O(n). Fold the elements in the set using the given right-associative binary operator, such that foldr f z == foldr f z . toAscList.

For example,

 toAscList set = foldr (:) [] set

O(n). Fold the elements in the set using the given left-associative binary operator, such that foldl f z == foldl f z . toAscList.

For example,

 toDescList set = foldl (flip (:)) [] set

O(n). A strict version of foldr. Each application of the operator is evaluated before using the result in the next application. This function is strict in the starting value.

O(n). A strict version of foldl. Each application of the operator is evaluated before using the result in the next application. This function is strict in the starting value.

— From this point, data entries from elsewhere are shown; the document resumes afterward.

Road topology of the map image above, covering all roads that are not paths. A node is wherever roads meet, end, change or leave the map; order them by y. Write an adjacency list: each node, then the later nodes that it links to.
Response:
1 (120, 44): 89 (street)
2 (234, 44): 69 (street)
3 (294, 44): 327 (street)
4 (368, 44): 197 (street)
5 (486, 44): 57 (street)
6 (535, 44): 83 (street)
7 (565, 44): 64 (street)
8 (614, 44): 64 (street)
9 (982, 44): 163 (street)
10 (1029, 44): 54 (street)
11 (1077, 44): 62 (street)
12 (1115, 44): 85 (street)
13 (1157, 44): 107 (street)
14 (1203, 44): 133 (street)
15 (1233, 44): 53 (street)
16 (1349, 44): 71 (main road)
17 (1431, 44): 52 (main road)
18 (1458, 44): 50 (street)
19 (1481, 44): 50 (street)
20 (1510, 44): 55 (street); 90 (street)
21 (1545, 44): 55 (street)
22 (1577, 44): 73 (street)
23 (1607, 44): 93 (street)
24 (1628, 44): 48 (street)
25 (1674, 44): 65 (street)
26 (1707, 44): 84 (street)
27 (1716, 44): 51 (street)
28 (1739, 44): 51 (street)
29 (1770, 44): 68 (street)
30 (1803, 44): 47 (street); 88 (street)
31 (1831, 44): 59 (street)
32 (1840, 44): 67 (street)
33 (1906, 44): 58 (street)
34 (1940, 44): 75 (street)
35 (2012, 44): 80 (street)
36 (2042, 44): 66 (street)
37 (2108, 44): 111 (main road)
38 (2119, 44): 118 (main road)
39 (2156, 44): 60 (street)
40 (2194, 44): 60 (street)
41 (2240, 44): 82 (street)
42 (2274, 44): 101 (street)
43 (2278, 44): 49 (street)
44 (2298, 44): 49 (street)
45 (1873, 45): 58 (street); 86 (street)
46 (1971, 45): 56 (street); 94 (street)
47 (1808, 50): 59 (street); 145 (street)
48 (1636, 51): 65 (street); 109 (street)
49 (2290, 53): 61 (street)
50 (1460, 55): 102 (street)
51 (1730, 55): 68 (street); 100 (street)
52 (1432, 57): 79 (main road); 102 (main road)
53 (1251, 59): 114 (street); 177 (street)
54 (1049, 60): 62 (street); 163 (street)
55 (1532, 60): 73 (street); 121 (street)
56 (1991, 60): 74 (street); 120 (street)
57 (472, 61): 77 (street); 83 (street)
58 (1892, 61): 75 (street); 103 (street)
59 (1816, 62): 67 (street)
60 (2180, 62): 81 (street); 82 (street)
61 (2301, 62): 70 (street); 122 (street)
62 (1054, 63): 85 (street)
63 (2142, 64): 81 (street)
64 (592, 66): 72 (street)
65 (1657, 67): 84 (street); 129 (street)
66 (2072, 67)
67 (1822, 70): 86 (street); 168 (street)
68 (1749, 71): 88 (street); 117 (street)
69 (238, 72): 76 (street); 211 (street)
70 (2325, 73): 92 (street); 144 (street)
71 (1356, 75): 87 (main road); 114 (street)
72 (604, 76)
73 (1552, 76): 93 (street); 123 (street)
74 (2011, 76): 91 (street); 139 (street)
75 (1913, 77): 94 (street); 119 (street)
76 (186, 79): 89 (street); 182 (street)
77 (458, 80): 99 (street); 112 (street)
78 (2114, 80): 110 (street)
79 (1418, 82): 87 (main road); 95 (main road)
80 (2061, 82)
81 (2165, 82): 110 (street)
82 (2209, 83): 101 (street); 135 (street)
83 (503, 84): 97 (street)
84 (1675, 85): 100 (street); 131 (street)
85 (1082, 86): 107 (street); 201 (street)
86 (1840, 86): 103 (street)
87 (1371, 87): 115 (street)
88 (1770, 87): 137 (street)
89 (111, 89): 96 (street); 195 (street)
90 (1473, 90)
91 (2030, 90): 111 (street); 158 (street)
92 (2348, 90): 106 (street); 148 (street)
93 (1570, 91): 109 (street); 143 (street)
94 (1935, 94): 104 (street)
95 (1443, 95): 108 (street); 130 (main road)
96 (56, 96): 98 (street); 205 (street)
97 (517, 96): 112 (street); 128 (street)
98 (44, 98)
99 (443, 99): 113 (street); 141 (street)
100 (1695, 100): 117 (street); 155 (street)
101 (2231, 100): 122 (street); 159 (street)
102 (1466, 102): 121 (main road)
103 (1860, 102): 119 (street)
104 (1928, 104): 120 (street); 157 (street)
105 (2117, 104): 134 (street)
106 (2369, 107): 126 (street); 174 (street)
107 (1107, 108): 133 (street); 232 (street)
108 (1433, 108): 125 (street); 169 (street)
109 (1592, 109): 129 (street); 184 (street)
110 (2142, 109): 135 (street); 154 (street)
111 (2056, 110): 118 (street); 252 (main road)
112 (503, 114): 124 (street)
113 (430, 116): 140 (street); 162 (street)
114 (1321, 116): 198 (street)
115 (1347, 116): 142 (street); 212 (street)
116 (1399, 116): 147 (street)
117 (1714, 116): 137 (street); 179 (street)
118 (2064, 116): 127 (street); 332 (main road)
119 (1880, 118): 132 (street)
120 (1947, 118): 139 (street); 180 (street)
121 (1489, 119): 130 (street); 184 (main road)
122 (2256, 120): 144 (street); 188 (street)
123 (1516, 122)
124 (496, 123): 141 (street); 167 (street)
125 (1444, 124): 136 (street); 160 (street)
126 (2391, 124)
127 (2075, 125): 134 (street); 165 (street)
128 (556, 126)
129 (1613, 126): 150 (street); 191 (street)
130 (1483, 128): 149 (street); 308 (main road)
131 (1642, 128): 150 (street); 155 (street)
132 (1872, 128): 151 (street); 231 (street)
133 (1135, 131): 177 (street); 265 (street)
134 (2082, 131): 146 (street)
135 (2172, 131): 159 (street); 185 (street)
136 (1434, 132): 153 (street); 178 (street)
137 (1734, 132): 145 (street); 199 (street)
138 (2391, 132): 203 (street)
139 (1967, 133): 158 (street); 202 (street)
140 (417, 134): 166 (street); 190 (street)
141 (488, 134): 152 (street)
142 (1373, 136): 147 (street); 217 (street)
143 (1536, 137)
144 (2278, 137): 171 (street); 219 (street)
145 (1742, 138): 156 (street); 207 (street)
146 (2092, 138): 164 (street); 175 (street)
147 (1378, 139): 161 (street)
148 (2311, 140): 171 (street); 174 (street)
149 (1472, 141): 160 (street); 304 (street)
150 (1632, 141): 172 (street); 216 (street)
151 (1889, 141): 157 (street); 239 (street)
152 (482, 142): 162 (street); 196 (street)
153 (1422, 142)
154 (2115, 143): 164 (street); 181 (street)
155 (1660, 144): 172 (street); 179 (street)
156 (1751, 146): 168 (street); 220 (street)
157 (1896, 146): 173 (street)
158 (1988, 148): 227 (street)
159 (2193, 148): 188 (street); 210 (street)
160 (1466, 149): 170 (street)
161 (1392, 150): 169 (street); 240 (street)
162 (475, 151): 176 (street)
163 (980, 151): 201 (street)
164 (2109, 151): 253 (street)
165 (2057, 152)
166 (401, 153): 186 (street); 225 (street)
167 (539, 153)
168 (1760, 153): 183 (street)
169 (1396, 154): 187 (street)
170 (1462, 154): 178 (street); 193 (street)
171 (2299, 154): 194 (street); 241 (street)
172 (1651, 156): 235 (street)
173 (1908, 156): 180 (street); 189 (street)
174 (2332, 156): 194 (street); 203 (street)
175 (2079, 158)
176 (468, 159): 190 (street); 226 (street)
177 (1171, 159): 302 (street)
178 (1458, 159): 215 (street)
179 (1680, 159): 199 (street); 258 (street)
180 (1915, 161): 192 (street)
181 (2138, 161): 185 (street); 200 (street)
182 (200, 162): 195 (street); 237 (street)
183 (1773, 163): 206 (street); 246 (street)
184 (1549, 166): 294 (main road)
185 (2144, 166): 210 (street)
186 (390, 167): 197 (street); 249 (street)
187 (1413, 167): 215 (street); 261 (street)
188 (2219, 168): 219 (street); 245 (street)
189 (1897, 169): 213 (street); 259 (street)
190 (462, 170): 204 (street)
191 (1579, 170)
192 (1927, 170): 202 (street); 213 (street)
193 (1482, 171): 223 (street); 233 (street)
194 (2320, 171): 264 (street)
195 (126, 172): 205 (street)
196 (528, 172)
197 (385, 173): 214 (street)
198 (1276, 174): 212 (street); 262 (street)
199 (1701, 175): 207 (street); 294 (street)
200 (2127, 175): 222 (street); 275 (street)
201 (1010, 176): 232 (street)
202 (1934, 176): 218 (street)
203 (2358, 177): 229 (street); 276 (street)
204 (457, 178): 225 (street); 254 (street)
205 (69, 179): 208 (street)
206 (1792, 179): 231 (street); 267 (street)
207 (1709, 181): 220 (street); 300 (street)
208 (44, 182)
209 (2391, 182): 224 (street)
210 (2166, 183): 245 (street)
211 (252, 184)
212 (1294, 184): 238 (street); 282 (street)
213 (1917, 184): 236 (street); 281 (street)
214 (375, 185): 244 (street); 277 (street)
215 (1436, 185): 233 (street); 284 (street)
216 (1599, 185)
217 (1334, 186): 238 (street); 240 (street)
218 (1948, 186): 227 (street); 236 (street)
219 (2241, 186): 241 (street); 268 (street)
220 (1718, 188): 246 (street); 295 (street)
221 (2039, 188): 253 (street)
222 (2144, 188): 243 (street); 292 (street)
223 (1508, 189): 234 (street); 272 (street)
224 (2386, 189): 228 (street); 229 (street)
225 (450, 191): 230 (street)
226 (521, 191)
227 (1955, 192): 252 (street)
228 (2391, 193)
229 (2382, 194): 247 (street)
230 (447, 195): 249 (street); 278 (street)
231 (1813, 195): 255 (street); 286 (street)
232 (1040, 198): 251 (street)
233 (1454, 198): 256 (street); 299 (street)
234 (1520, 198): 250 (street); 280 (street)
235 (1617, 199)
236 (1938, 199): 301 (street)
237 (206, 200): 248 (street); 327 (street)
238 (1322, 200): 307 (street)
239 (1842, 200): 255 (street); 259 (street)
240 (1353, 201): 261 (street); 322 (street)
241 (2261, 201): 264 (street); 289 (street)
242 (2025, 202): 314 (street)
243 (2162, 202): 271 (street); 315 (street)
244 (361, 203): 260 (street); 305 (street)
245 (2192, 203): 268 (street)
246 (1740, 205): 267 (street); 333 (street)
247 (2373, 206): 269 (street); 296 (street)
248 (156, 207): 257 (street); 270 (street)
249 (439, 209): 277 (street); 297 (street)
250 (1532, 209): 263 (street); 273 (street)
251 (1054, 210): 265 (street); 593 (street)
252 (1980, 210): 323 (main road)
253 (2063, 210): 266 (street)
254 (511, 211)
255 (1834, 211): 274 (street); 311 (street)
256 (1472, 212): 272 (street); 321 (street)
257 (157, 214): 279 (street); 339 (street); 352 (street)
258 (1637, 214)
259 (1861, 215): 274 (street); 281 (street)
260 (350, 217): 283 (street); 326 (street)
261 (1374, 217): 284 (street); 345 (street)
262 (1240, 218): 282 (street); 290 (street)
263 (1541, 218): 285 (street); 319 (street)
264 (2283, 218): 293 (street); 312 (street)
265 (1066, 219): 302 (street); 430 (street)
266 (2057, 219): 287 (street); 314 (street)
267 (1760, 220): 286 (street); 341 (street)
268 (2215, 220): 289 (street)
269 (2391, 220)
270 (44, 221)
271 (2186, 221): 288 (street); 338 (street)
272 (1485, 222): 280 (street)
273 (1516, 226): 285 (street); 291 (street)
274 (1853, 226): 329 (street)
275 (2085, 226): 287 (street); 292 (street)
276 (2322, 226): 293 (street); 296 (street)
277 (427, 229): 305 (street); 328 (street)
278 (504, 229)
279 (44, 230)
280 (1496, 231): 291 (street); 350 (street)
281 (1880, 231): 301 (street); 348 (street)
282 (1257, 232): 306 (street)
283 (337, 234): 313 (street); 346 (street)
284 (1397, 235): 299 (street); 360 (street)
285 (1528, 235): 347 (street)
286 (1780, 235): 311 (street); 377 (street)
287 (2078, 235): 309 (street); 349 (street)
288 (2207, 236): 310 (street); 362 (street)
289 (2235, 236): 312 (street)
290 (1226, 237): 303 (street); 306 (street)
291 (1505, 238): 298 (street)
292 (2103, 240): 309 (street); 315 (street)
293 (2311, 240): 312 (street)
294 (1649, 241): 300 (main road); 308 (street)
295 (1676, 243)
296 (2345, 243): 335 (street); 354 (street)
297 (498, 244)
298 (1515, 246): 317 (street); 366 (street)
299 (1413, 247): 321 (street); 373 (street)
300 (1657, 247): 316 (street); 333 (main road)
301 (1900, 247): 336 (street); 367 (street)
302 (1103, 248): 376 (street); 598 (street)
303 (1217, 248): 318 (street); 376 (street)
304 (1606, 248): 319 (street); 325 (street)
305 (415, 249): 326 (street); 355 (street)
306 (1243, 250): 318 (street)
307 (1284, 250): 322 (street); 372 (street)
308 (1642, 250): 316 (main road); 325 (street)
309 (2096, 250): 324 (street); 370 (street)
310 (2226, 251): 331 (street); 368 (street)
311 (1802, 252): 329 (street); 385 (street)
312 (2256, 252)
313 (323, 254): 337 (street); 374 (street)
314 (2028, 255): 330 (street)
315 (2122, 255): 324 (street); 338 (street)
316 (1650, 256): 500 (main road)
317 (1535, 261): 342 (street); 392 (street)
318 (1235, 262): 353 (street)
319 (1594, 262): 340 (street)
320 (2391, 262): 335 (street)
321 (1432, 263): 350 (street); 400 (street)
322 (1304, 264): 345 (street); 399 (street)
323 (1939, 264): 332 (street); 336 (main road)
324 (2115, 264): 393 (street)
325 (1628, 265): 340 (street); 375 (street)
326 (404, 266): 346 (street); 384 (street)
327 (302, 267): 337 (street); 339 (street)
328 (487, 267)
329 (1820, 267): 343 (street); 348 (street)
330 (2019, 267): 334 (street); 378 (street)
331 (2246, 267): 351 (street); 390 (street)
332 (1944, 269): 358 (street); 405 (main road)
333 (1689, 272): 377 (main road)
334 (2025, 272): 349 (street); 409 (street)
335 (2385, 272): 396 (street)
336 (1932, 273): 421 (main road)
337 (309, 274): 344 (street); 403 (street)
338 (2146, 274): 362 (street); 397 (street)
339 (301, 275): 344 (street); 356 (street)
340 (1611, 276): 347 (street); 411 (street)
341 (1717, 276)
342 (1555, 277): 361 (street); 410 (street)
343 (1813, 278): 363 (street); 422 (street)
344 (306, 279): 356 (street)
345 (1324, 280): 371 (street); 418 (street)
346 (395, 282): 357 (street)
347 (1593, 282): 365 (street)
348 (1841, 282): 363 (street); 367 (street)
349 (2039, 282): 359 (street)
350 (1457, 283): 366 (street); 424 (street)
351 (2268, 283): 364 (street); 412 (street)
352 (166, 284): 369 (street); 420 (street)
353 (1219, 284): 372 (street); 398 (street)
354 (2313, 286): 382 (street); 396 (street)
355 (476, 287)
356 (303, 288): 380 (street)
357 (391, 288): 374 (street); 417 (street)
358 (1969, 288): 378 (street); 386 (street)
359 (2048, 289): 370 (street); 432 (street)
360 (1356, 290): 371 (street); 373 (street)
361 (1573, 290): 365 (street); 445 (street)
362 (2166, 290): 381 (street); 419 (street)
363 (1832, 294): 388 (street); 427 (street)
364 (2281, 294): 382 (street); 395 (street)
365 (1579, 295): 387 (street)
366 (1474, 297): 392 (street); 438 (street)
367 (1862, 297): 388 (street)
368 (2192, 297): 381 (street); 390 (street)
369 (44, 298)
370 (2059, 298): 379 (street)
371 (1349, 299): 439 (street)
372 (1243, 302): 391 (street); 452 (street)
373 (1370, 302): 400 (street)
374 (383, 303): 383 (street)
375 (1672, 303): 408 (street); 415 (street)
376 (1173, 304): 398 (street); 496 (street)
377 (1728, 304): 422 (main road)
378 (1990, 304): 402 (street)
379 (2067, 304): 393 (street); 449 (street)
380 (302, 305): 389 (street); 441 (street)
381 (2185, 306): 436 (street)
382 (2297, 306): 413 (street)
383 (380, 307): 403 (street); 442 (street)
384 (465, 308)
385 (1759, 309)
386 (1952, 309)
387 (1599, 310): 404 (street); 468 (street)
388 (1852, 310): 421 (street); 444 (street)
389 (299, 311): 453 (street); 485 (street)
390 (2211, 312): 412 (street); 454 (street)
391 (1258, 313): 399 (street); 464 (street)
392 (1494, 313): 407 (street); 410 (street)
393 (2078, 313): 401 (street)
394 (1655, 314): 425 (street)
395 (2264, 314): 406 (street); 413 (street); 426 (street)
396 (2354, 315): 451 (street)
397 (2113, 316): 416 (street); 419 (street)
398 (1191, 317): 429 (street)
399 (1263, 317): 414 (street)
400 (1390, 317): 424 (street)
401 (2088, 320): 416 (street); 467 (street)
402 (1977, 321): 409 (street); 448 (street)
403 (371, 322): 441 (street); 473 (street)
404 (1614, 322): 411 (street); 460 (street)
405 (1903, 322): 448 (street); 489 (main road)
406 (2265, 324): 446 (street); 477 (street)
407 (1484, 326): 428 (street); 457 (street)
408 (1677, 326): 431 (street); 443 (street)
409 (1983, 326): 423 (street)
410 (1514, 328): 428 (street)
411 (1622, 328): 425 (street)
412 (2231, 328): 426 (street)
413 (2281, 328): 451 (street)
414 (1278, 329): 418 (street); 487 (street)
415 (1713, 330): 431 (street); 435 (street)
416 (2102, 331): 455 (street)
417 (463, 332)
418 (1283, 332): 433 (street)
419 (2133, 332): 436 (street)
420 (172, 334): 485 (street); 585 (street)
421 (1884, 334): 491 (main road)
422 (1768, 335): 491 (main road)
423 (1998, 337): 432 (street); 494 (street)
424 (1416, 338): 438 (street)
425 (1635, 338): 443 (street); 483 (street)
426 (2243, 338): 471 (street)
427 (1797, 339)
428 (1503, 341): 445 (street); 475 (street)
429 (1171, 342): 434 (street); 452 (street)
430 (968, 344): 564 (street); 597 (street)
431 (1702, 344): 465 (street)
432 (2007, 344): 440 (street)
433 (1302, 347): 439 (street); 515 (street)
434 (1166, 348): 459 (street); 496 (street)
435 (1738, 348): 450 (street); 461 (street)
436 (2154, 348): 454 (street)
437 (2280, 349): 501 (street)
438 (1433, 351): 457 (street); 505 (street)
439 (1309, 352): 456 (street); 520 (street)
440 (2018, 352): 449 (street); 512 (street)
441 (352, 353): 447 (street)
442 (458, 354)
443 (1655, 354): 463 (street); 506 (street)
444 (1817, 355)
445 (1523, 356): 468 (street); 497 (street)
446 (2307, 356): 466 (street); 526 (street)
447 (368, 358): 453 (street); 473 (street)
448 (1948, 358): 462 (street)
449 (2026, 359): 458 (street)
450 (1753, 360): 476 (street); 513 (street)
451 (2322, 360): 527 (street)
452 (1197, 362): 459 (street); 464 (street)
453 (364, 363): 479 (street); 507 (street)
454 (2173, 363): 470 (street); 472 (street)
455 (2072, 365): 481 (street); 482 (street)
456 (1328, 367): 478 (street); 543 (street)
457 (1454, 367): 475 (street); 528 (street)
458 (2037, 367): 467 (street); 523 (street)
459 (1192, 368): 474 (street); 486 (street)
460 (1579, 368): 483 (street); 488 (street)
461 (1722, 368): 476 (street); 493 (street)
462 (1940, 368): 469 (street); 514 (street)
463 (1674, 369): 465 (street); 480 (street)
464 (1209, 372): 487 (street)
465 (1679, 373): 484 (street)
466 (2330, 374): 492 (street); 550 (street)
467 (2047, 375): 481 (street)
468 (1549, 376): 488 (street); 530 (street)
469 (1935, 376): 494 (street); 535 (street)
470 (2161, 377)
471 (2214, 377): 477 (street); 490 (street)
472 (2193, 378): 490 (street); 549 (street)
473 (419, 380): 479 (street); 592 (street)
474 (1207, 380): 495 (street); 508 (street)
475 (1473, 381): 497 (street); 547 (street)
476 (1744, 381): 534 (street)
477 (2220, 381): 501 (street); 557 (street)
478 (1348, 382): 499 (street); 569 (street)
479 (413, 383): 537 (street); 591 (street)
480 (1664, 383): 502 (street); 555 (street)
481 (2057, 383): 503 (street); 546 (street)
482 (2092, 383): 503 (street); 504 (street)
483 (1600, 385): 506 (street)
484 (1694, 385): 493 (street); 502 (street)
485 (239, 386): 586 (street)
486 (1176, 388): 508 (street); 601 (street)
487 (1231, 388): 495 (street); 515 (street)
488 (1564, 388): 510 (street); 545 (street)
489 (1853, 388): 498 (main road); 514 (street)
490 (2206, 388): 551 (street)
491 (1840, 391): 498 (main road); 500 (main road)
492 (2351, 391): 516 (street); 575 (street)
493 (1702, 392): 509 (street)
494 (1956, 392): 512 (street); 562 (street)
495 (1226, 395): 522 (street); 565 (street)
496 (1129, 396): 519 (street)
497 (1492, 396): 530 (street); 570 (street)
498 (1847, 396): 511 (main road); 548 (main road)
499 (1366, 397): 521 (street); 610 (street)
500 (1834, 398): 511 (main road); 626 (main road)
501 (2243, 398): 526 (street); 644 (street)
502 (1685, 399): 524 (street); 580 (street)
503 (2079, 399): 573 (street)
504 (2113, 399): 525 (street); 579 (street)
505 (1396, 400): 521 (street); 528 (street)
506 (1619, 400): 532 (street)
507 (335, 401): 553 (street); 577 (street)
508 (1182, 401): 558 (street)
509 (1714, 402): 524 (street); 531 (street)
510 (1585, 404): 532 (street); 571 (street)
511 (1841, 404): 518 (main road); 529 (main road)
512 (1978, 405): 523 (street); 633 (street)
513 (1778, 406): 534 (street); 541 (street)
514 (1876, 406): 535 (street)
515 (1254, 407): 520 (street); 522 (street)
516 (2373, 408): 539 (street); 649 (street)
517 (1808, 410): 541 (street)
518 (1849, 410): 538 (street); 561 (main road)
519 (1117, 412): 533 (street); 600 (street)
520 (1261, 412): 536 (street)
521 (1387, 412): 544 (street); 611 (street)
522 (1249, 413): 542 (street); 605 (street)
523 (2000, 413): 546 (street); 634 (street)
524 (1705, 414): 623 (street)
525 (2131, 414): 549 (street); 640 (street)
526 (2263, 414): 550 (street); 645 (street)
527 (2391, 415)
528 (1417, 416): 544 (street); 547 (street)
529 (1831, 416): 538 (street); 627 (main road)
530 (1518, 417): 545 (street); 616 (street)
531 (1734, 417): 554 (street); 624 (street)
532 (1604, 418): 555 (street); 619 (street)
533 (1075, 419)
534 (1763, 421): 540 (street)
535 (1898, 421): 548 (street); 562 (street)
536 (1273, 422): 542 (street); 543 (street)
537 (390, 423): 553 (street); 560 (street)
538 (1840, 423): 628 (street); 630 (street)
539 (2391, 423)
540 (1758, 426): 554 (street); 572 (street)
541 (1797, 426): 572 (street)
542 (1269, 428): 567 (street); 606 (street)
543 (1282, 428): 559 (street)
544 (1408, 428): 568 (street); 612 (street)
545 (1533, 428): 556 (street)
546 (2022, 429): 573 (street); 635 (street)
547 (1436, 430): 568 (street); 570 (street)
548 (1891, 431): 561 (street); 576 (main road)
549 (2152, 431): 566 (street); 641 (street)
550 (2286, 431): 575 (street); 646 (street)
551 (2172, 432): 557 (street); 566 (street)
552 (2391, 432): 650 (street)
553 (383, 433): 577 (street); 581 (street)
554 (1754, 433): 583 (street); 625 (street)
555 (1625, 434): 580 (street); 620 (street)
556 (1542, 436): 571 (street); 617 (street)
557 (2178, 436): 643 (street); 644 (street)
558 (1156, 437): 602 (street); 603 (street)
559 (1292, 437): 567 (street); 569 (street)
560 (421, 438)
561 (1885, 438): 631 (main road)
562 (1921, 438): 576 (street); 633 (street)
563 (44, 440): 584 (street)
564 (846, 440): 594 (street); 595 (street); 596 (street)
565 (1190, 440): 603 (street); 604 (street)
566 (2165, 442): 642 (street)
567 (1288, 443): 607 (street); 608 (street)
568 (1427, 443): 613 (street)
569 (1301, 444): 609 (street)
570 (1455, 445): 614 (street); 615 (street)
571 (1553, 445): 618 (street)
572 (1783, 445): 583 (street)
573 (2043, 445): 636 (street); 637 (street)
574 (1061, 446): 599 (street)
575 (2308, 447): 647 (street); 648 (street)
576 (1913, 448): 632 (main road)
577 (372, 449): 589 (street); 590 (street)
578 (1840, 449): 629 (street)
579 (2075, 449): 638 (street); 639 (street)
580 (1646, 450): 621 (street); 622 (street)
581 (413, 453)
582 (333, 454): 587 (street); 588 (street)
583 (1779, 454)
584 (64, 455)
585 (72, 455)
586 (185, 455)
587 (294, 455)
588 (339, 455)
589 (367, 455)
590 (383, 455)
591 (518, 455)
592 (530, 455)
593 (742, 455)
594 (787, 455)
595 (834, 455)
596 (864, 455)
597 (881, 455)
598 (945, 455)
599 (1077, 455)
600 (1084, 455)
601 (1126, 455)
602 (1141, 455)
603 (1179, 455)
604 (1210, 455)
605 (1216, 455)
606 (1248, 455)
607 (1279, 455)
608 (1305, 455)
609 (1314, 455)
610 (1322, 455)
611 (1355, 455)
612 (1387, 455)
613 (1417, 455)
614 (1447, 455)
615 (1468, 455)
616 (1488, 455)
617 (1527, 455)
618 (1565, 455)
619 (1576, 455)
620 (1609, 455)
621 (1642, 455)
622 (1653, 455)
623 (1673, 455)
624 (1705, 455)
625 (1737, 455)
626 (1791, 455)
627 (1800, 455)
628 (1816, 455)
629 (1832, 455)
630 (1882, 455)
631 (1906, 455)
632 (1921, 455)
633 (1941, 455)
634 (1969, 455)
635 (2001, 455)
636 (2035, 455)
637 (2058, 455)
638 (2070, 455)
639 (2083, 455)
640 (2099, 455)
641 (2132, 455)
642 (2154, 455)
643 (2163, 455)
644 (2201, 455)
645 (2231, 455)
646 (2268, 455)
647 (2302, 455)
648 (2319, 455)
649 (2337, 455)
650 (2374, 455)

O(k'). The minimal element of a set.

O(k). The maximal element of a set.

O(k'). Delete the minimal element. Returns an empty set if the set is empty.

O(k). Delete the maximal element. Returns an empty set if the set is empty.

O(k'). Delete and find the minimal element.

 deleteFindMin set = (findMin set, deleteMin set)

O(k). Delete and find the maximal element.

 deleteFindMax set = (findMax set, deleteMax set)

O(k). Retrieves the maximal key of the set, and the set stripped of that element, or Nothing if passed an empty set.

O(k'). Retrieves the minimal key of the set, and the set stripped of that element, or Nothing if passed an empty set.

O(n). An alias of toList.

Returns the elements of a set in ascending order.

O(n). Convert the set to a list of values. The list returned will be sorted in lexicographically ascending order.

 toList (fromList ["b", "a"]) == ["a", "b"]
 toList empty == []

O(k). Build a set from a list of values.

 fromList [] == empty
 fromList ["a", "b", "a"] == fromList ["a", "b"]

O(n). Convert the set to an ascending list of elements.

O(n). Convert the set to a descending list of elements.

O(n). Build a set from an ascending list in linear time. The precondition (input list is ascending) is not checked.

O(n). Build a set from an ascending list in linear time. The precondition (input list is ascending) is not checked.